__Required work__. The expected answer is every line of the material that contains the word "nodes".

#### Data extract ####

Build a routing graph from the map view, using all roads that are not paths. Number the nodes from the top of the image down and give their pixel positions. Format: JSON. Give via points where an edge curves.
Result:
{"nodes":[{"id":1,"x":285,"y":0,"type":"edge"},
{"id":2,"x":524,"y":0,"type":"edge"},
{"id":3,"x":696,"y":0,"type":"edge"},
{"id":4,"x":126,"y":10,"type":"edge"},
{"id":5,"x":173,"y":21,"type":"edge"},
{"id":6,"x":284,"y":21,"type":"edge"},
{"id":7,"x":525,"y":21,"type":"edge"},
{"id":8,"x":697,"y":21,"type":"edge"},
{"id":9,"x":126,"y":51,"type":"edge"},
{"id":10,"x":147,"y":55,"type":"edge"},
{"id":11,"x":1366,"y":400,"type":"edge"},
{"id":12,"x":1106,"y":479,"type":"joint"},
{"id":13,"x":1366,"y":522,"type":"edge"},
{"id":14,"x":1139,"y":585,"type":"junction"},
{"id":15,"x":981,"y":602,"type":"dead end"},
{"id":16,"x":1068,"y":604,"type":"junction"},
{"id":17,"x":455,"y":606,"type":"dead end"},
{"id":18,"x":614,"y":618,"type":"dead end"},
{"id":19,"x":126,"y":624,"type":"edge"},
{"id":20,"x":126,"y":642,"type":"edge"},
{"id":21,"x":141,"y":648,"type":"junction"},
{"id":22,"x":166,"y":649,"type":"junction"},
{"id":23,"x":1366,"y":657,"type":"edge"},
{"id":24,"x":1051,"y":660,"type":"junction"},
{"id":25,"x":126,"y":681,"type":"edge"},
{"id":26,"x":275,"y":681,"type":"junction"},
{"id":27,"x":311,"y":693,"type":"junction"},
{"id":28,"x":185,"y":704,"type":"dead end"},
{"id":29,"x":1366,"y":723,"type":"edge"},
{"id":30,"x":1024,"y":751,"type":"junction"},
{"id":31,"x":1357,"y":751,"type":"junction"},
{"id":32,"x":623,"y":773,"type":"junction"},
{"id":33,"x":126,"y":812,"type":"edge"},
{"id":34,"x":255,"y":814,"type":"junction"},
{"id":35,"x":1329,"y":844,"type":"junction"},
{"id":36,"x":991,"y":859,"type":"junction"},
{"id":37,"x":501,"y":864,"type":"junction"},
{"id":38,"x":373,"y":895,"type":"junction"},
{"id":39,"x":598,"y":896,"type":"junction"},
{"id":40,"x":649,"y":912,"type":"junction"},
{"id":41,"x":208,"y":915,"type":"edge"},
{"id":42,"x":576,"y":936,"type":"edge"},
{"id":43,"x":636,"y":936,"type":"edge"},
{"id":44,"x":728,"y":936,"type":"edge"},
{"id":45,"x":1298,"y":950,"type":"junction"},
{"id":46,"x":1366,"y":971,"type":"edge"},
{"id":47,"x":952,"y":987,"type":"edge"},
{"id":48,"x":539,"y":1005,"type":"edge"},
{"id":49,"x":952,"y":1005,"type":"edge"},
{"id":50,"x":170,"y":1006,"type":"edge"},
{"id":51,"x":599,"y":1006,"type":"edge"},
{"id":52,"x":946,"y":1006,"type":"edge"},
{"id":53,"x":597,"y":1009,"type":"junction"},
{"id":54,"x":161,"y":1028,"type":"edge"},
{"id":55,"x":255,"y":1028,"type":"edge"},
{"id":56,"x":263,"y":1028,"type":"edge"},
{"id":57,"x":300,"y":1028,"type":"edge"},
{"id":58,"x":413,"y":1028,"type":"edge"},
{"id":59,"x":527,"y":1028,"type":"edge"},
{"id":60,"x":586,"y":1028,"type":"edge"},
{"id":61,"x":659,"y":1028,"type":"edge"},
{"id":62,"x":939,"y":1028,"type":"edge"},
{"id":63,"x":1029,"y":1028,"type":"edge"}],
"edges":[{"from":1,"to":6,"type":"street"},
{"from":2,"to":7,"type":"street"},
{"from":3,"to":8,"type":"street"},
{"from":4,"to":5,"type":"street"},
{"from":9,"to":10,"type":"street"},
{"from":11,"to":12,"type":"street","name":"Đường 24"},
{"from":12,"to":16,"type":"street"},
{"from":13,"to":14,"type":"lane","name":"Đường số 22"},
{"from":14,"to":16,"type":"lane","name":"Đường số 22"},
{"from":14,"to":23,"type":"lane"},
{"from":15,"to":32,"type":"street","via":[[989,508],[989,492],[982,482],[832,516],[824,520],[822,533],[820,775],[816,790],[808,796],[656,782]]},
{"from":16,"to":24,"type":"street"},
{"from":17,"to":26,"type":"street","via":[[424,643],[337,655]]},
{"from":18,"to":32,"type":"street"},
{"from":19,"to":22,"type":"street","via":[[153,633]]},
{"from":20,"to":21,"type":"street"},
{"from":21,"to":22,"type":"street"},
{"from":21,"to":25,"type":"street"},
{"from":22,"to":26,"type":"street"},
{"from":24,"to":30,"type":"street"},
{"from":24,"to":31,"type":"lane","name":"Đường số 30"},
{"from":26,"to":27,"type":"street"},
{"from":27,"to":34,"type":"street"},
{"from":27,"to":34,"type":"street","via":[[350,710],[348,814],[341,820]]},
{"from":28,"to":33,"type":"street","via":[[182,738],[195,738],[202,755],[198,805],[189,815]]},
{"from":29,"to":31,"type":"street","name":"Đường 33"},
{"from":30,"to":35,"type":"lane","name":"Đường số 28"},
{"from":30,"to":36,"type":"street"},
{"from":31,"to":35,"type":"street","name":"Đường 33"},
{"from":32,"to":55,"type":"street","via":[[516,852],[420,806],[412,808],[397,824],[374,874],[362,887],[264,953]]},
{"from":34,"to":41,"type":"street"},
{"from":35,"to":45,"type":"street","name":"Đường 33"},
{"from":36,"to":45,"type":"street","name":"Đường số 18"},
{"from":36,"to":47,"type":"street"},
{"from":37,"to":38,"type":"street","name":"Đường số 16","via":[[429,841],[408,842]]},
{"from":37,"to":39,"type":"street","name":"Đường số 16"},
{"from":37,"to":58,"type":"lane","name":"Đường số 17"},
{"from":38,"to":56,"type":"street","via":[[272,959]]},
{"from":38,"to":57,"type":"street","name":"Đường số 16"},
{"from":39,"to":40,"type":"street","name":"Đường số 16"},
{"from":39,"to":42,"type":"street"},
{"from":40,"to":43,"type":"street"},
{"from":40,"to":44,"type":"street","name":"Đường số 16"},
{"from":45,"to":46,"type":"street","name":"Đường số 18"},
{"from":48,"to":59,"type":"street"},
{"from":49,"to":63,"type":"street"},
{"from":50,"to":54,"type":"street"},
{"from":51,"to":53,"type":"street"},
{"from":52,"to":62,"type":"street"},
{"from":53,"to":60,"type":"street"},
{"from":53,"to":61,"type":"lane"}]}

####

__Response area__.
Build a routing graph from the map view, using all roads that are not paths. Number the nodes from the top of the image down and give their pixel positions. Format: JSON. Give via points where an edge curves.
{"nodes":[{"id":1,"x":285,"y":0,"type":"edge"},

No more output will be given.